> _How to complete this task_: The records beneath should be printed exactly, and the pictures are to be left out.

> _Entries taken from a collection_:

=== Section Start ===

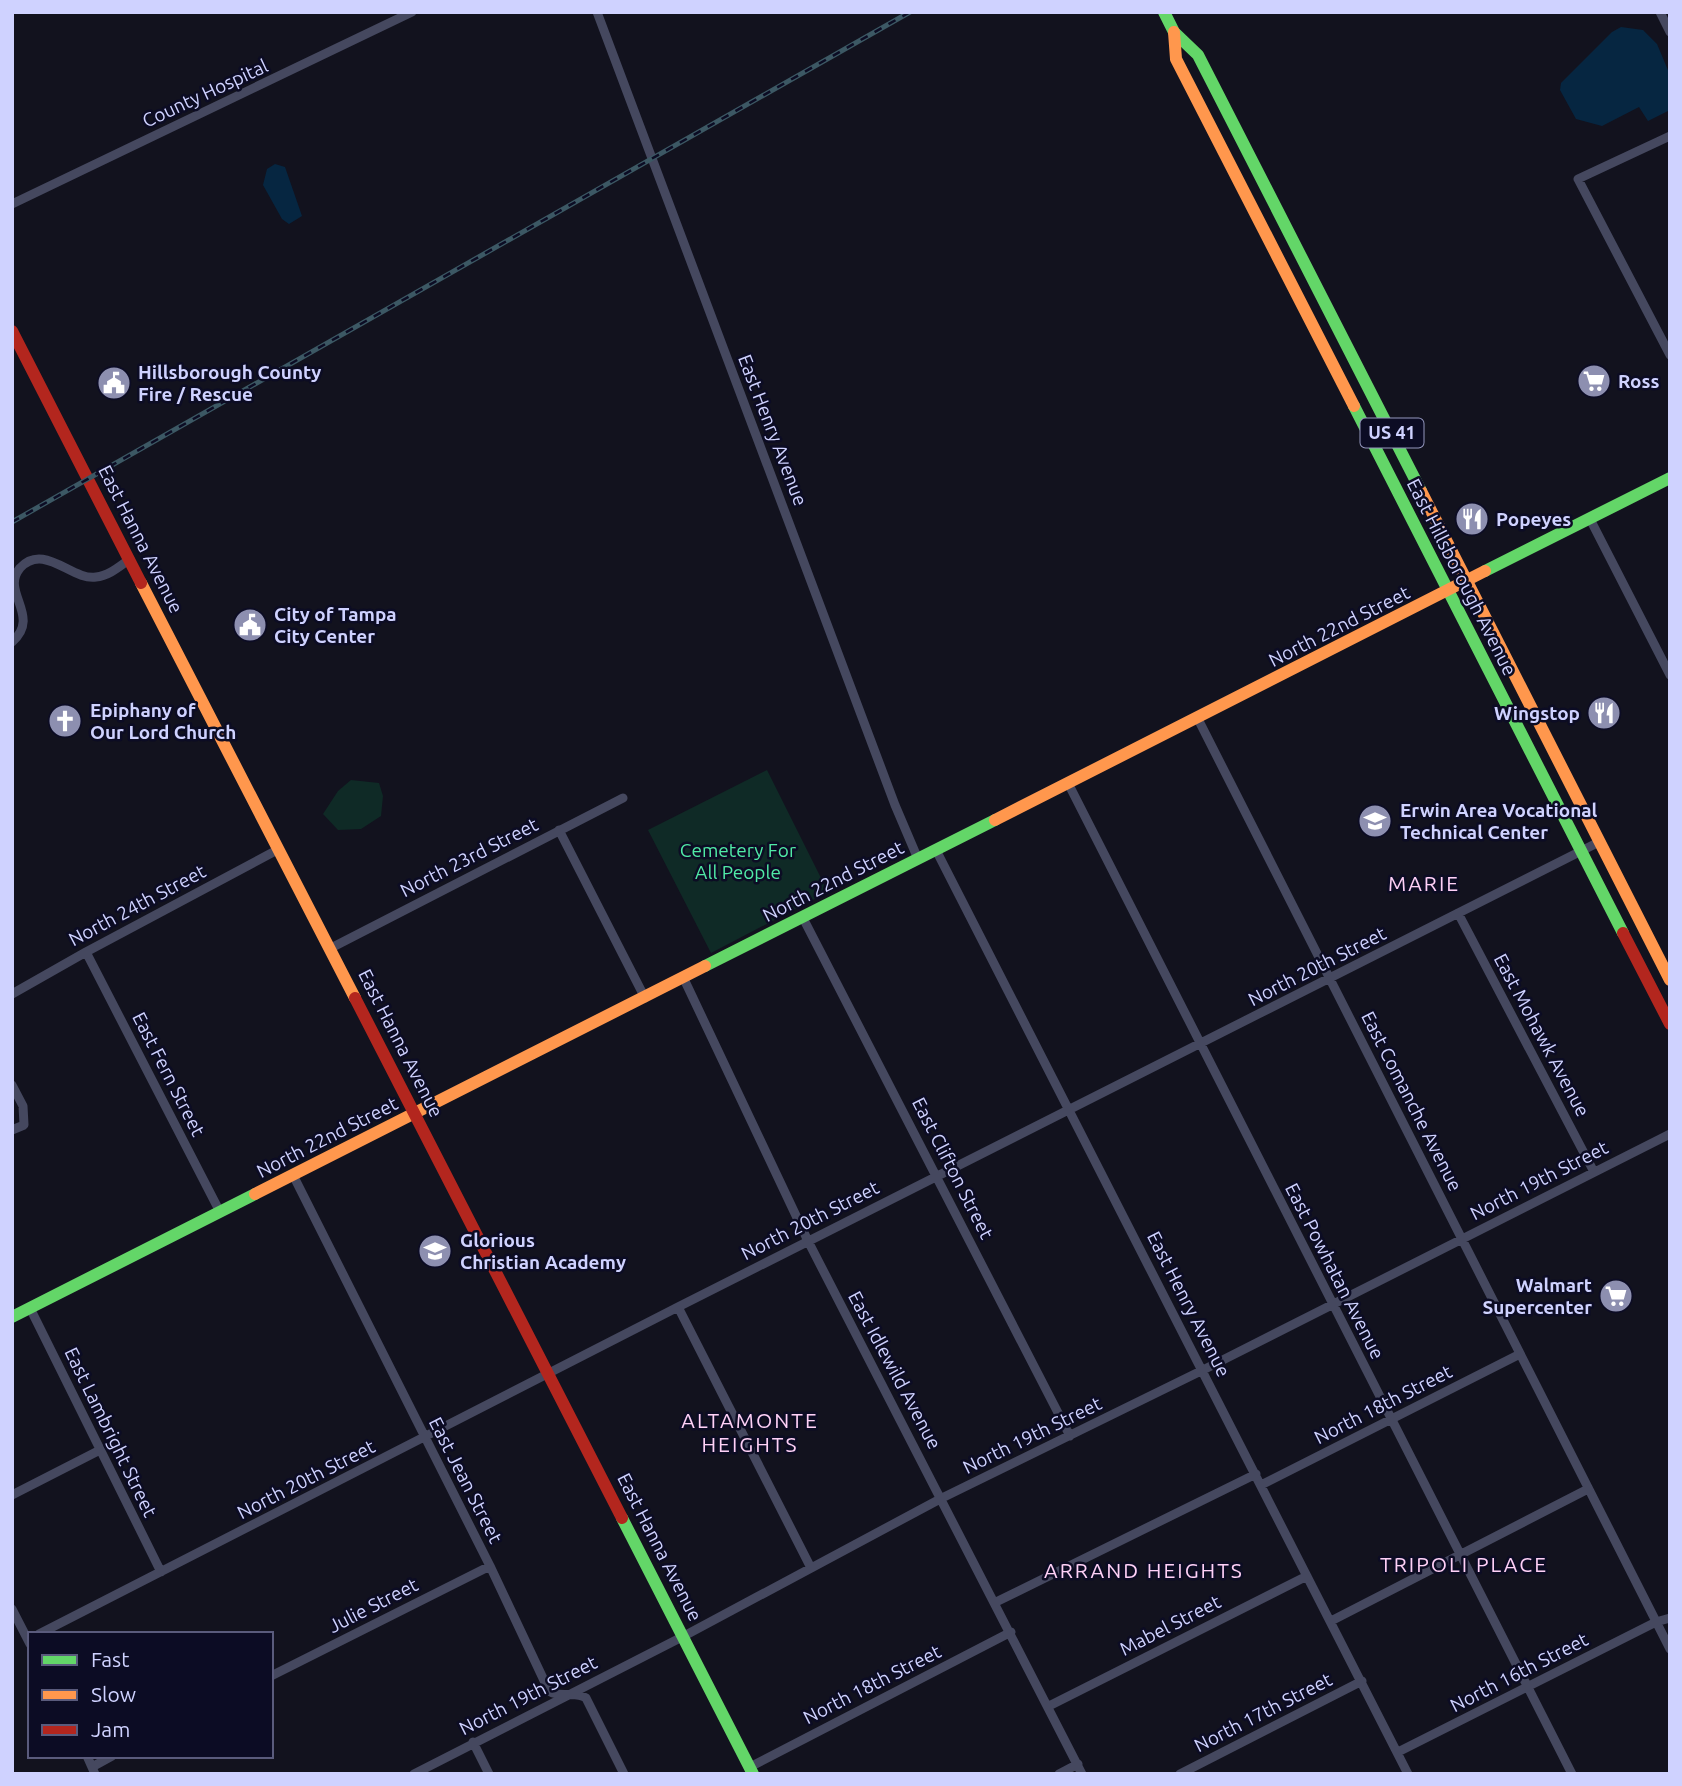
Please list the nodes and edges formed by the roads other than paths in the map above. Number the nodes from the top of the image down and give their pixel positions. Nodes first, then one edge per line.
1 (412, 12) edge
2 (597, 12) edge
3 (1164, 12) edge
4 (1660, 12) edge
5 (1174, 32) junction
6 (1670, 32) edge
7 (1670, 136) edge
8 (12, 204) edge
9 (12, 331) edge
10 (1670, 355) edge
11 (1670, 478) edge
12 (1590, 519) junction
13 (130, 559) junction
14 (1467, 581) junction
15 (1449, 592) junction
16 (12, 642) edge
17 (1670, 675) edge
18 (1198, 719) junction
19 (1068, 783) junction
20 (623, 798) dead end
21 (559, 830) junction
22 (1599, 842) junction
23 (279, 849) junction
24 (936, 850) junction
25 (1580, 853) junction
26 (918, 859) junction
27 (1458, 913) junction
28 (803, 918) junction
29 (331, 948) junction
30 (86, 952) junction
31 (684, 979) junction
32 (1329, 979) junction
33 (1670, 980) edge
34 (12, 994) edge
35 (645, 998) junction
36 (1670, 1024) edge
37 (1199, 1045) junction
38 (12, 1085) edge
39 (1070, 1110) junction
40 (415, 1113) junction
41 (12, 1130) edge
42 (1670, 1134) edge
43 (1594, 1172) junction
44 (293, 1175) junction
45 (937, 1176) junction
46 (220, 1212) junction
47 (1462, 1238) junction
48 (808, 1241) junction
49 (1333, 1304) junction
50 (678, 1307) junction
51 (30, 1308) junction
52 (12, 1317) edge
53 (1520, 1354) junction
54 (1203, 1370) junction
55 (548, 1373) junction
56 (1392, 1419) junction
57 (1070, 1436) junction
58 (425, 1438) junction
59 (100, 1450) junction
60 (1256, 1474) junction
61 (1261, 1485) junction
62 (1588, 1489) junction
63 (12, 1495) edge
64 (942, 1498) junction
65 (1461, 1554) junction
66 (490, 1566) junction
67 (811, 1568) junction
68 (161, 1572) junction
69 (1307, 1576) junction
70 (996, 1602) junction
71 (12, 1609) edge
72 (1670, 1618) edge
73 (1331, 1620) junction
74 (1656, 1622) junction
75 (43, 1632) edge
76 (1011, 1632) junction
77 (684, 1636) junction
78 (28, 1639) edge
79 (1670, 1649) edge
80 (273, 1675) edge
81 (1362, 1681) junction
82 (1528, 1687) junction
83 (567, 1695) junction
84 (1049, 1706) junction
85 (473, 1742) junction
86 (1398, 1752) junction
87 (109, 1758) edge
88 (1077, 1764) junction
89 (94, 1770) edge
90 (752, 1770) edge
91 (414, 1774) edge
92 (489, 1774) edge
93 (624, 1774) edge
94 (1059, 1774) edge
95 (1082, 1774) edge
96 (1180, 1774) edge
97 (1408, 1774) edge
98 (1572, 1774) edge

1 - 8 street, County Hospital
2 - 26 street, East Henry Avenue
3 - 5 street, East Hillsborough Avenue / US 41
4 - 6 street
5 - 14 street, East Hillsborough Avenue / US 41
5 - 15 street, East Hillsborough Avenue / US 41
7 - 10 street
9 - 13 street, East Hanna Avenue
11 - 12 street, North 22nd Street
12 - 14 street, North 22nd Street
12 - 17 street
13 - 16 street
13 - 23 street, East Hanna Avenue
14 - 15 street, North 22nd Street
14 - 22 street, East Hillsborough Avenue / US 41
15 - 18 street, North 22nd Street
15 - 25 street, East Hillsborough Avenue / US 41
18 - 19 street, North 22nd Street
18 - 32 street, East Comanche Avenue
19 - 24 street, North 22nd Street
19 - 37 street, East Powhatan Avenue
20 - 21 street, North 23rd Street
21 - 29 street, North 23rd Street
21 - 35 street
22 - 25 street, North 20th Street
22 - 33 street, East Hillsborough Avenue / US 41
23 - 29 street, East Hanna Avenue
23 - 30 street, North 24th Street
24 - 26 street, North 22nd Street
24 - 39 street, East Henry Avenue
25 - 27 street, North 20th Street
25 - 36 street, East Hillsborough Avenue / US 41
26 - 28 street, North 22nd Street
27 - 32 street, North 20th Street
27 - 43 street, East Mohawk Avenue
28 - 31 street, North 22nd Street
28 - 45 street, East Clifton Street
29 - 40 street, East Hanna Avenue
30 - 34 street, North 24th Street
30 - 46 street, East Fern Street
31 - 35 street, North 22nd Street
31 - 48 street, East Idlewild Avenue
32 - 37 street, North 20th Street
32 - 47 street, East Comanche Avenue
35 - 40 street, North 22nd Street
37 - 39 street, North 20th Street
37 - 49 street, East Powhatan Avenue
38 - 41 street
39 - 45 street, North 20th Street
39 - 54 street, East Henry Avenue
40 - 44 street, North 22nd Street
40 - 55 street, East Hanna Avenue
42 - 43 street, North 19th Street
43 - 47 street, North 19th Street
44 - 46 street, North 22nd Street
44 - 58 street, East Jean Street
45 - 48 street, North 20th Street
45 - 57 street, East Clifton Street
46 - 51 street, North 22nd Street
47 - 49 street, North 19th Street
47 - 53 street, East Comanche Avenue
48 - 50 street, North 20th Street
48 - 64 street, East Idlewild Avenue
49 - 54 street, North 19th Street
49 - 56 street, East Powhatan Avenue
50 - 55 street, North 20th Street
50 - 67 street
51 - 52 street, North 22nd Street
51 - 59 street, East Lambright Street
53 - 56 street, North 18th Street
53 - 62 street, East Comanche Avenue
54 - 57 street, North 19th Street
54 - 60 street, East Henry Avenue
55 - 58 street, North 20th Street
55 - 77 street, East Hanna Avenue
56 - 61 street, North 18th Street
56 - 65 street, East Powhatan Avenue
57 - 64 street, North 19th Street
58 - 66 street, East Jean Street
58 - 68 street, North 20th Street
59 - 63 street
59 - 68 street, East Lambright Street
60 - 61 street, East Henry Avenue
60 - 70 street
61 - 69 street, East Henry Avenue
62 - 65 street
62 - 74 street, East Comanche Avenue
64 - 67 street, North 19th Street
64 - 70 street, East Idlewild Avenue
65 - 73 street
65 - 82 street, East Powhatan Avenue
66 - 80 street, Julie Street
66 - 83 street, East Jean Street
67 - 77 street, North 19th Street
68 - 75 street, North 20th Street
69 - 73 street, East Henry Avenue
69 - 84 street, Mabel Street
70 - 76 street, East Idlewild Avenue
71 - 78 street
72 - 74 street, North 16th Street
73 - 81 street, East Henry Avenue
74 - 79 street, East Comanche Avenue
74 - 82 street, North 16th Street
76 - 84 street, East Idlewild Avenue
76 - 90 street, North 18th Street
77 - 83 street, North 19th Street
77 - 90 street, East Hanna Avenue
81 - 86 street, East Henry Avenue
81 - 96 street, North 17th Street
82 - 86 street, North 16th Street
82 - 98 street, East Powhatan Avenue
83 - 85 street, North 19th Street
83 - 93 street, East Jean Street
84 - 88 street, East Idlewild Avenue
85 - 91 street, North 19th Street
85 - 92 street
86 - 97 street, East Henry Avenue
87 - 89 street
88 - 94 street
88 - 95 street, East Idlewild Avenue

=== Section End ===

> _Response to the task_:
Please list the nodes and edges formed by the roads other than paths in the map above. Number the nodes from the top of the image down and give their pixel positions. Nodes first, then one edge per line.
1 (412, 12) edge
2 (597, 12) edge
3 (1164, 12) edge
4 (1660, 12) edge
5 (1174, 32) junction
6 (1670, 32) edge
7 (1670, 136) edge
8 (12, 204) edge
9 (12, 331) edge
10 (1670, 355) edge
11 (1670, 478) edge
12 (1590, 519) junction
13 (130, 559) junction
14 (1467, 581) junction
15 (1449, 592) junction
16 (12, 642) edge
17 (1670, 675) edge
18 (1198, 719) junction
19 (1068, 783) junction
20 (623, 798) dead end
21 (559, 830) junction
22 (1599, 842) junction
23 (279, 849) junction
24 (936, 850) junction
25 (1580, 853) junction
26 (918, 859) junction
27 (1458, 913) junction
28 (803, 918) junction
29 (331, 948) junction
30 (86, 952) junction
31 (684, 979) junction
32 (1329, 979) junction
33 (1670, 980) edge
34 (12, 994) edge
35 (645, 998) junction
36 (1670, 1024) edge
37 (1199, 1045) junction
38 (12, 1085) edge
39 (1070, 1110) junction
40 (415, 1113) junction
41 (12, 1130) edge
42 (1670, 1134) edge
43 (1594, 1172) junction
44 (293, 1175) junction
45 (937, 1176) junction
46 (220, 1212) junction
47 (1462, 1238) junction
48 (808, 1241) junction
49 (1333, 1304) junction
50 (678, 1307) junction
51 (30, 1308) junction
52 (12, 1317) edge
53 (1520, 1354) junction
54 (1203, 1370) junction
55 (548, 1373) junction
56 (1392, 1419) junction
57 (1070, 1436) junction
58 (425, 1438) junction
59 (100, 1450) junction
60 (1256, 1474) junction
61 (1261, 1485) junction
62 (1588, 1489) junction
63 (12, 1495) edge
64 (942, 1498) junction
65 (1461, 1554) junction
66 (490, 1566) junction
67 (811, 1568) junction
68 (161, 1572) junction
69 (1307, 1576) junction
70 (996, 1602) junction
71 (12, 1609) edge
72 (1670, 1618) edge
73 (1331, 1620) junction
74 (1656, 1622) junction
75 (43, 1632) edge
76 (1011, 1632) junction
77 (684, 1636) junction
78 (28, 1639) edge
79 (1670, 1649) edge
80 (273, 1675) edge
81 (1362, 1681) junction
82 (1528, 1687) junction
83 (567, 1695) junction
84 (1049, 1706) junction
85 (473, 1742) junction
86 (1398, 1752) junction
87 (109, 1758) edge
88 (1077, 1764) junction
89 (94, 1770) edge
90 (752, 1770) edge
91 (414, 1774) edge
92 (489, 1774) edge
93 (624, 1774) edge
94 (1059, 1774) edge
95 (1082, 1774) edge
96 (1180, 1774) edge
97 (1408, 1774) edge
98 (1572, 1774) edge

1 - 8 street, County Hospital
2 - 26 street, East Henry Avenue
3 - 5 street, East Hillsborough Avenue / US 41
4 - 6 street
5 - 14 street, East Hillsborough Avenue / US 41
5 - 15 street, East Hillsborough Avenue / US 41
7 - 10 street
9 - 13 street, East Hanna Avenue
11 - 12 street, North 22nd Street
12 - 14 street, North 22nd Street
12 - 17 street
13 - 16 street
13 - 23 street, East Hanna Avenue
14 - 15 street, North 22nd Street
14 - 22 street, East Hillsborough Avenue / US 41
15 - 18 street, North 22nd Street
15 - 25 street, East Hillsborough Avenue / US 41
18 - 19 street, North 22nd Street
18 - 32 street, East Comanche Avenue
19 - 24 street, North 22nd Street
19 - 37 street, East Powhatan Avenue
20 - 21 street, North 23rd Street
21 - 29 street, North 23rd Street
21 - 35 street
22 - 25 street, North 20th Street
22 - 33 street, East Hillsborough Avenue / US 41
23 - 29 street, East Hanna Avenue
23 - 30 street, North 24th Street
24 - 26 street, North 22nd Street
24 - 39 street, East Henry Avenue
25 - 27 street, North 20th Street
25 - 36 street, East Hillsborough Avenue / US 41
26 - 28 street, North 22nd Street
27 - 32 street, North 20th Street
27 - 43 street, East Mohawk Avenue
28 - 31 street, North 22nd Street
28 - 45 street, East Clifton Street
29 - 40 street, East Hanna Avenue
30 - 34 street, North 24th Street
30 - 46 street, East Fern Street
31 - 35 street, North 22nd Street
31 - 48 street, East Idlewild Avenue
32 - 37 street, North 20th Street
32 - 47 street, East Comanche Avenue
35 - 40 street, North 22nd Street
37 - 39 street, North 20th Street
37 - 49 street, East Powhatan Avenue
38 - 41 street
39 - 45 street, North 20th Street
39 - 54 street, East Henry Avenue
40 - 44 street, North 22nd Street
40 - 55 street, East Hanna Avenue
42 - 43 street, North 19th Street
43 - 47 street, North 19th Street
44 - 46 street, North 22nd Street
44 - 58 street, East Jean Street
45 - 48 street, North 20th Street
45 - 57 street, East Clifton Street
46 - 51 street, North 22nd Street
47 - 49 street, North 19th Street
47 - 53 street, East Comanche Avenue
48 - 50 street, North 20th Street
48 - 64 street, East Idlewild Avenue
49 - 54 street, North 19th Street
49 - 56 street, East Powhatan Avenue
50 - 55 street, North 20th Street
50 - 67 street
51 - 52 street, North 22nd Street
51 - 59 street, East Lambright Street
53 - 56 street, North 18th Street
53 - 62 street, East Comanche Avenue
54 - 57 street, North 19th Street
54 - 60 street, East Henry Avenue
55 - 58 street, North 20th Street
55 - 77 street, East Hanna Avenue
56 - 61 street, North 18th Street
56 - 65 street, East Powhatan Avenue
57 - 64 street, North 19th Street
58 - 66 street, East Jean Street
58 - 68 street, North 20th Street
59 - 63 street
59 - 68 street, East Lambright Street
60 - 61 street, East Henry Avenue
60 - 70 street
61 - 69 street, East Henry Avenue
62 - 65 street
62 - 74 street, East Comanche Avenue
64 - 67 street, North 19th Street
64 - 70 street, East Idlewild Avenue
65 - 73 street
65 - 82 street, East Powhatan Avenue
66 - 80 street, Julie Street
66 - 83 street, East Jean Street
67 - 77 street, North 19th Street
68 - 75 street, North 20th Street
69 - 73 street, East Henry Avenue
69 - 84 street, Mabel Street
70 - 76 street, East Idlewild Avenue
71 - 78 street
72 - 74 street, North 16th Street
73 - 81 street, East Henry Avenue
74 - 79 street, East Comanche Avenue
74 - 82 street, North 16th Street
76 - 84 street, East Idlewild Avenue
76 - 90 street, North 18th Street
77 - 83 street, North 19th Street
77 - 90 street, East Hanna Avenue
81 - 86 street, East Henry Avenue
81 - 96 street, North 17th Street
82 - 86 street, North 16th Street
82 - 98 street, East Powhatan Avenue
83 - 85 street, North 19th Street
83 - 93 street, East Jean Street
84 - 88 street, East Idlewild Avenue
85 - 91 street, North 19th Street
85 - 92 street
86 - 97 street, East Henry Avenue
87 - 89 street
88 - 94 street
88 - 95 street, East Idlewild Avenue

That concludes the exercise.